Downward Modification of Maintenance

In these uncertain economic times, someone obligated to pay maintenance may lose a job, experience significant investment losses, or suffer other adverse financial events. Can something be done about maintenance under those circumstances? The answer, as I have often written, depends on the specific facts.

A party seeking the reduction of a maintenance obligation bears the burden of establishing a substantial change of circumstances. Klapper v. Klapper, 204 A.D.2d 518 (2d Dept. 1994). In Klapper, the Second Department held that, in determining whether there was a substantial change in circumstances sufficient to warrant downward modification, the change is to be measured by a comparison between the payor’s financial circumstances at the time of the motion for downward modification and at the time of divorce or, as the case may be, the time that the order of which modification is sought was made.” Id. at 519. The Appellate Division, Fourth Department utilized the same standard of review in Able v. Able, 245 A.D.2d 1026 (4th Dept. 1997).

In Simmons v. Simmons, 26 A.D.3d 883 (4th Dept. 2006), defendant lost his job and subsequently moved for a downward modification of his maintenance obligation. The Appellate Division held that since despite defendant’ diligent job search, he had little prospect of finding employment at a salary comparable to his salary at the time of the divorce, the downward modification was warranted.

The party seeking to modify the maintenance provisions of a judgment of divorce in which the terms of a stipulation of settlement have been incorporated but not merged, must demonstrate that the continued enforcement of the party’s maintenance obligations would create an “extreme hardship”. Beard v. Beard, 300 A.D.2d 268 (2d Dept. 2002) (the proper amount of support payable is determined not by a parent’s current economic situation, but by a parent’s assets and earning powers). See also, Domestic Relations Law § 236(B)(9)(b).

A reduction in the payor’s income will not result in decreased maintenance where it is the result of a voluntary action, such as self-imposed retirement. Fendsack v. Fendsack, 290 A.D.2d 682 (3d Dept. 2002); DiNovo v. Robinson, 250 A.D.2D 898 (3d Dept. 1998). In Dallin v. Dallin, 250 A.D.2d 847 (2d Dept. 1998), the Second Department held that Family Court properly rejected the father’s claims that his financial situation, prolonged unemployment, and illnesses warranted a drastic reduction of his maintenance and child support obligations. The father had failed to produce any competent evidence to support his claim that he used his best efforts to obtain employment commensurate with his qualifications and experience or that his medical conditions rendered him unemployable.

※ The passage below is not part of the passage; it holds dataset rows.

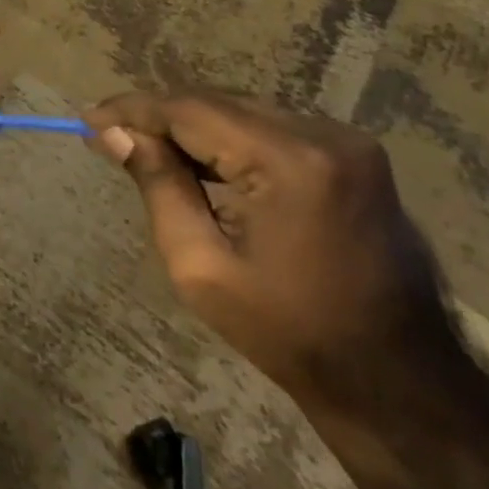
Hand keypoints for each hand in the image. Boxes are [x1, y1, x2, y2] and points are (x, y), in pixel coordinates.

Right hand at [85, 90, 458, 414]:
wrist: (401, 386)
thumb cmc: (291, 335)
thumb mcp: (201, 267)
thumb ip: (157, 186)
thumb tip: (113, 133)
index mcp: (291, 162)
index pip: (190, 111)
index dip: (132, 110)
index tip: (88, 119)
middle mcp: (323, 134)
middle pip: (215, 103)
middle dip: (159, 117)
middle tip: (110, 137)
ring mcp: (346, 141)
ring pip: (241, 110)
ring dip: (191, 126)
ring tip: (146, 149)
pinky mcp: (354, 154)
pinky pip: (270, 127)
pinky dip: (228, 138)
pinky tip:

In Lenigan v. Lenigan, 146 Misc.2d 627 (Sup.Ct., Albany County 1990), the defendant sought to reduce his maintenance and child support obligations. The defendant claimed that, in the prior three months, his compensation as a stock broker had been reduced. It is well settled that the party seeking to obtain a reduction of support bears the burden of establishing a substantial change of circumstances. Id. A drastic change in income can constitute a substantial change of circumstances. Id. In Lenigan, the defendant was a stockbroker, and by the very nature of his business, his income would fluctuate throughout the year. The Supreme Court held that, adopting the defendant’s theory of allowing a modification based upon temporary fluctuations in income would lead to a ludicrous result. Although the defendant asserted a three-month lull in business, there was nothing to establish that sales would not pick up in the following months.

In conclusion, an experienced divorce lawyer faced with a significant change in client’s economic situation, must carefully construct an argument for the court that the change was not created by his/her client, that the change is significant, that it is likely to last for a some time, and that the client has exhausted all other alternatives.
In Watrous v. Watrous, 292 A.D.2d 691 (3d Dept. 2002), at age 55, the plaintiff voluntarily retired from State employment and, shortly thereafter, moved to terminate or, in the alternative, reduce his maintenance obligation. The plaintiff asserted as a substantial change in circumstances that he took early retirement due to his poor health and would be experiencing a significant reduction in income. A hearing was held and, at the close of plaintiff’s proof, Supreme Court granted defendant’s motion to dismiss, finding that plaintiff had failed to establish a sufficient change in circumstances. The Third Department affirmed on appeal, stating that a maintenance obligation established by a judgment of divorce will not be modified absent clear and convincing proof of a substantial change in circumstances. The record revealed that, at the time of the divorce, Supreme Court was aware of both the medical restrictions on plaintiff’s employment and the possibility that his poor health might cause him to retire early. Accordingly the circumstances existing at the time of the plaintiff’s application for downward modification were foreseeable, and anticipated at the time of the parties’ divorce. Furthermore, the record was devoid of evidence that the reduction in the plaintiff’s income would substantially diminish his standard of living or his ability to satisfy his maintenance obligation. The Third Department therefore concluded that the plaintiff failed to establish a substantial change in circumstances.

Basics of Maintenance

Maintenance is set forth in the Equitable Distribution Law, DRL, Section 236, Part B. Prior to the enactment of DRL Section 236 was enacted, the statute used the term “alimony”.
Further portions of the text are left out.